Task requirements = Could you find each line of the data below that contains the word "paths" and copy those lines?

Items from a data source

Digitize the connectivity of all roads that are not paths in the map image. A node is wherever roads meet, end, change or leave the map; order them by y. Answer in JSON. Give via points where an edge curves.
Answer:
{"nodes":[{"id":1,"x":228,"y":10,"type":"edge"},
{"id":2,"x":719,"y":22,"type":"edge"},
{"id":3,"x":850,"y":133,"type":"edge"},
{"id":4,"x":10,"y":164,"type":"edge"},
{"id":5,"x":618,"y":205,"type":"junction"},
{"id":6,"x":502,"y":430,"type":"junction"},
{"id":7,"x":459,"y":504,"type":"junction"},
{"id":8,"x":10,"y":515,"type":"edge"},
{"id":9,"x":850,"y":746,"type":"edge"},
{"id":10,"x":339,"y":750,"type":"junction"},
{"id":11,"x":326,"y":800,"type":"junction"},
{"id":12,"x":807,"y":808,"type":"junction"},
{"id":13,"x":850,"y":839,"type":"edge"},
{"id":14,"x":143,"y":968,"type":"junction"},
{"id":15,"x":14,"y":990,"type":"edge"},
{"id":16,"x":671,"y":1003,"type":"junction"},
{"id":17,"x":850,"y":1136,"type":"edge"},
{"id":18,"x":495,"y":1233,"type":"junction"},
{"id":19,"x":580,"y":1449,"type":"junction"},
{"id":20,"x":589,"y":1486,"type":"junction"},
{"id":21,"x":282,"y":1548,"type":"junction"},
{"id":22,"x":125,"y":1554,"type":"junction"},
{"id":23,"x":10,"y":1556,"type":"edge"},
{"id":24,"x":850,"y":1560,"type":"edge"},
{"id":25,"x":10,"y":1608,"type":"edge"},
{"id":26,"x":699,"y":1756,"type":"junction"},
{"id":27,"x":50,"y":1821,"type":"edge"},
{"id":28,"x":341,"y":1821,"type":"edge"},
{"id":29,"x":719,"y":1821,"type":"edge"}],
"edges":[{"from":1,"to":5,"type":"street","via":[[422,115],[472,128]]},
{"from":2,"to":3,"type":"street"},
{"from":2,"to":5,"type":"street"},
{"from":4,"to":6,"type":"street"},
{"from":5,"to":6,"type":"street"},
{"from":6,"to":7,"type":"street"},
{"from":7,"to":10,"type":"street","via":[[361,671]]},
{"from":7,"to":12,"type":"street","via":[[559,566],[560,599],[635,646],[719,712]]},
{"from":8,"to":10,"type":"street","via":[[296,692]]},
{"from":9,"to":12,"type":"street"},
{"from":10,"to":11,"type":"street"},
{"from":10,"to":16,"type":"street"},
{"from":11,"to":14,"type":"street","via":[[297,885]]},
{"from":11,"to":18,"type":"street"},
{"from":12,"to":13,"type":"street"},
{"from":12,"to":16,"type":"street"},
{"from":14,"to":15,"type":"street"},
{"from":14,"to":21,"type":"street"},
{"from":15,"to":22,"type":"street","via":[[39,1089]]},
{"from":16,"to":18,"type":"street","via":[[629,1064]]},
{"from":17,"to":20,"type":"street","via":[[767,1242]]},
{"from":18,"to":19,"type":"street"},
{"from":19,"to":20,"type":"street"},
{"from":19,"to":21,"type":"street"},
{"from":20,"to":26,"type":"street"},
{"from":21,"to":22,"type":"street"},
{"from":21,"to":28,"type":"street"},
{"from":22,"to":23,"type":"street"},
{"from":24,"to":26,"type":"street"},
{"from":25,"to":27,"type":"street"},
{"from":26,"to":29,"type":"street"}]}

...

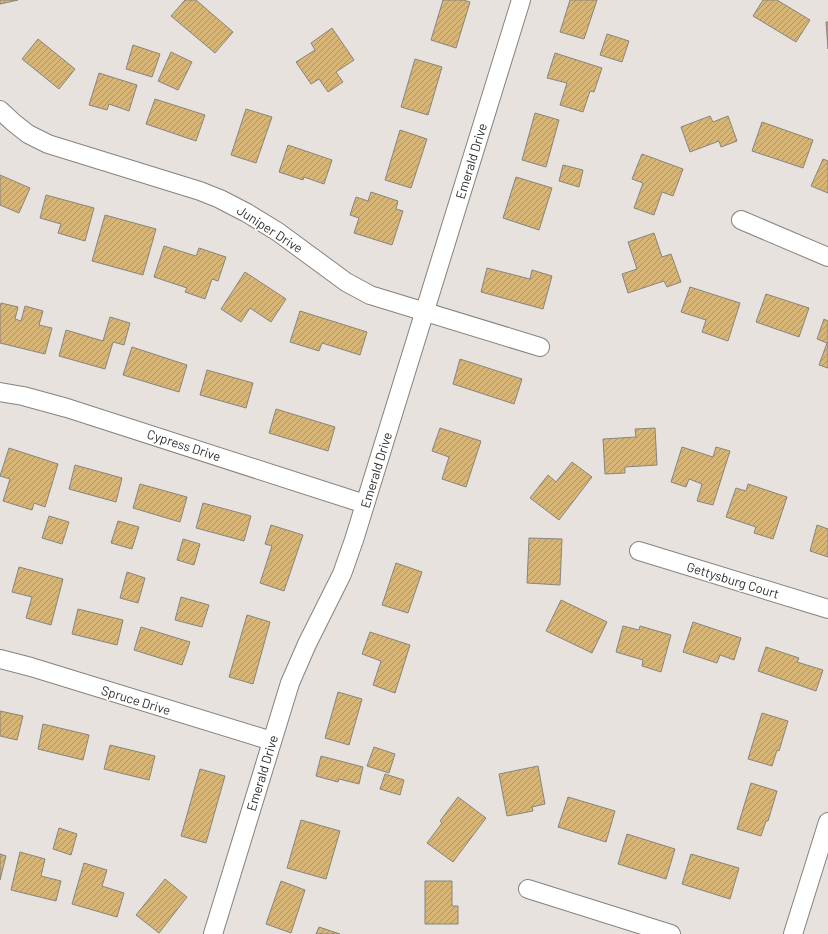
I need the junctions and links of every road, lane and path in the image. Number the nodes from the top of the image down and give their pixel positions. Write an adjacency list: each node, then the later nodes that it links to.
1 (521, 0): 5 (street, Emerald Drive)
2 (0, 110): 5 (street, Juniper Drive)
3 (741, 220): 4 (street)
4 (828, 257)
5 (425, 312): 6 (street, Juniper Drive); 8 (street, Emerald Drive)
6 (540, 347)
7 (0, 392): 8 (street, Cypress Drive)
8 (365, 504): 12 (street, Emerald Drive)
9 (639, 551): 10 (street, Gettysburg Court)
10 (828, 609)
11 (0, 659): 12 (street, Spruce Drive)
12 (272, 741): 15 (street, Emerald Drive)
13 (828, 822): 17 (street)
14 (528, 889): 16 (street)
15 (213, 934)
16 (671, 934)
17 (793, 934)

==

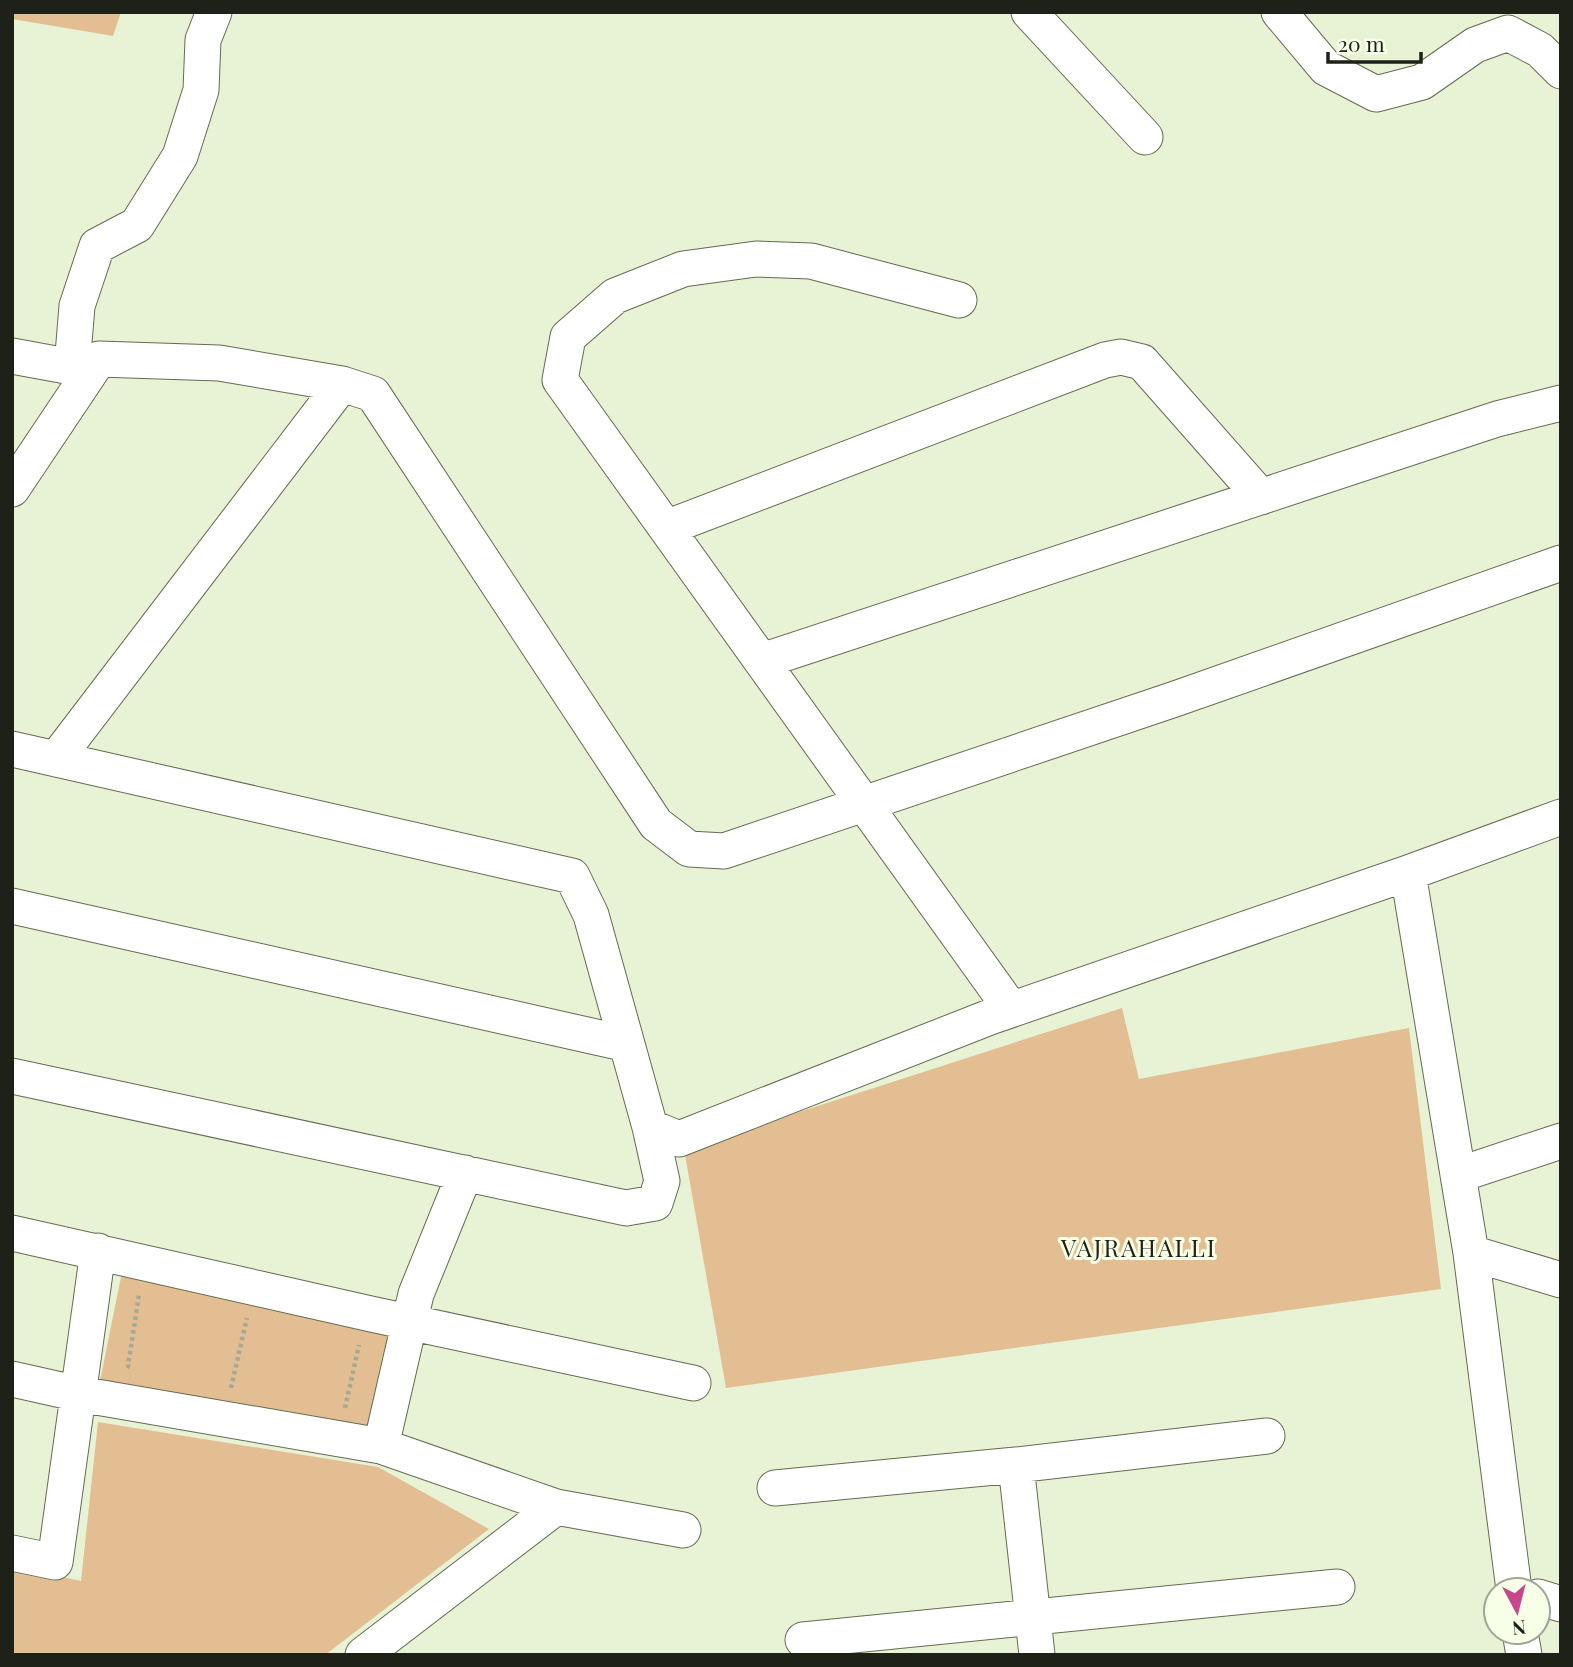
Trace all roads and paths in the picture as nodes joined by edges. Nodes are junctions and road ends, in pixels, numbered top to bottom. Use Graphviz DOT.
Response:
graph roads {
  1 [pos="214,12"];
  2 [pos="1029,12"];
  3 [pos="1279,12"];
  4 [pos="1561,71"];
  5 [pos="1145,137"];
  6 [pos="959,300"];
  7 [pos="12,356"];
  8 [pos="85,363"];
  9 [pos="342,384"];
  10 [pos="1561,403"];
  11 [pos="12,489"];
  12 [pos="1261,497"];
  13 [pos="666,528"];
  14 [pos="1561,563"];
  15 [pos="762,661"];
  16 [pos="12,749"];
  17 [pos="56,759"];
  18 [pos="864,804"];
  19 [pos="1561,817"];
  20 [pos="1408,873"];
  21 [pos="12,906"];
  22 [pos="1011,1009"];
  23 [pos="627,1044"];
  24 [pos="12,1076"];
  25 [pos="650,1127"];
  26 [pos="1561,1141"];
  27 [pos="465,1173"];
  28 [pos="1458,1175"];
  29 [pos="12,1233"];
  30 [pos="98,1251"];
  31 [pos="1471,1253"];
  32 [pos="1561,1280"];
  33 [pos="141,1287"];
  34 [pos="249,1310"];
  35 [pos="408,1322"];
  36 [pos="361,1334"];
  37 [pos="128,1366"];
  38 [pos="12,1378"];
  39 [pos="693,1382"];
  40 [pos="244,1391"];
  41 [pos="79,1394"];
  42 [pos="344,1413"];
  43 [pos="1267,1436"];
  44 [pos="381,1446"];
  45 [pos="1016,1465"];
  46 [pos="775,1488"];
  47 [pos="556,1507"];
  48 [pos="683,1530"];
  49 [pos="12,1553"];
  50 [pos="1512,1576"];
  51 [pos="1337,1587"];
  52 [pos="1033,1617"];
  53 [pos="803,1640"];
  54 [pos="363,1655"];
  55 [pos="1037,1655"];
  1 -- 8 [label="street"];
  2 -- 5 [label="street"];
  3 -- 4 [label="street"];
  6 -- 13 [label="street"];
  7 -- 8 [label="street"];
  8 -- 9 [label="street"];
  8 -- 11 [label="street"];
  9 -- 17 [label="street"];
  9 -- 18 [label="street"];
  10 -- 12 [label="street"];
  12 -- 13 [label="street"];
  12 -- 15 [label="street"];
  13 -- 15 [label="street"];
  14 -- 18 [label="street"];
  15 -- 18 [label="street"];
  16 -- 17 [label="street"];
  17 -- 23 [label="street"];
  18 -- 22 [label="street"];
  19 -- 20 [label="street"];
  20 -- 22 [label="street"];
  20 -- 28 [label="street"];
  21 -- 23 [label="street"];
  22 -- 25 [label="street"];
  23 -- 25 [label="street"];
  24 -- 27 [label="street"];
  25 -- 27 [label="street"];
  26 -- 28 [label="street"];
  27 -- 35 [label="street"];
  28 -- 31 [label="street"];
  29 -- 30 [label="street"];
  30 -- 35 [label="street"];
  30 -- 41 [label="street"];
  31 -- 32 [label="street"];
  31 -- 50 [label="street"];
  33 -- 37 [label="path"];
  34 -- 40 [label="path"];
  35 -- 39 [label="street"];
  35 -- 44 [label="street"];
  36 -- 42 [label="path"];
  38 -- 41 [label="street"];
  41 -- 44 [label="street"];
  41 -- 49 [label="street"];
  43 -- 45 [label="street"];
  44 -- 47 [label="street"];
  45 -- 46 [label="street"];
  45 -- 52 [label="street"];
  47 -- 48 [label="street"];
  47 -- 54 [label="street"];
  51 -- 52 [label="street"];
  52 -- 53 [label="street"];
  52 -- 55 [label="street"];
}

Answer area =
Digitize the connectivity of all roads that are not paths in the map image. A node is wherever roads meet, end, change or leave the map; order them by y. Answer in JSON. Give via points where an edge curves.
Trace all roads and paths in the picture as nodes joined by edges. Nodes are junctions and road ends, in pixels, numbered top to bottom. Use Graphviz DOT.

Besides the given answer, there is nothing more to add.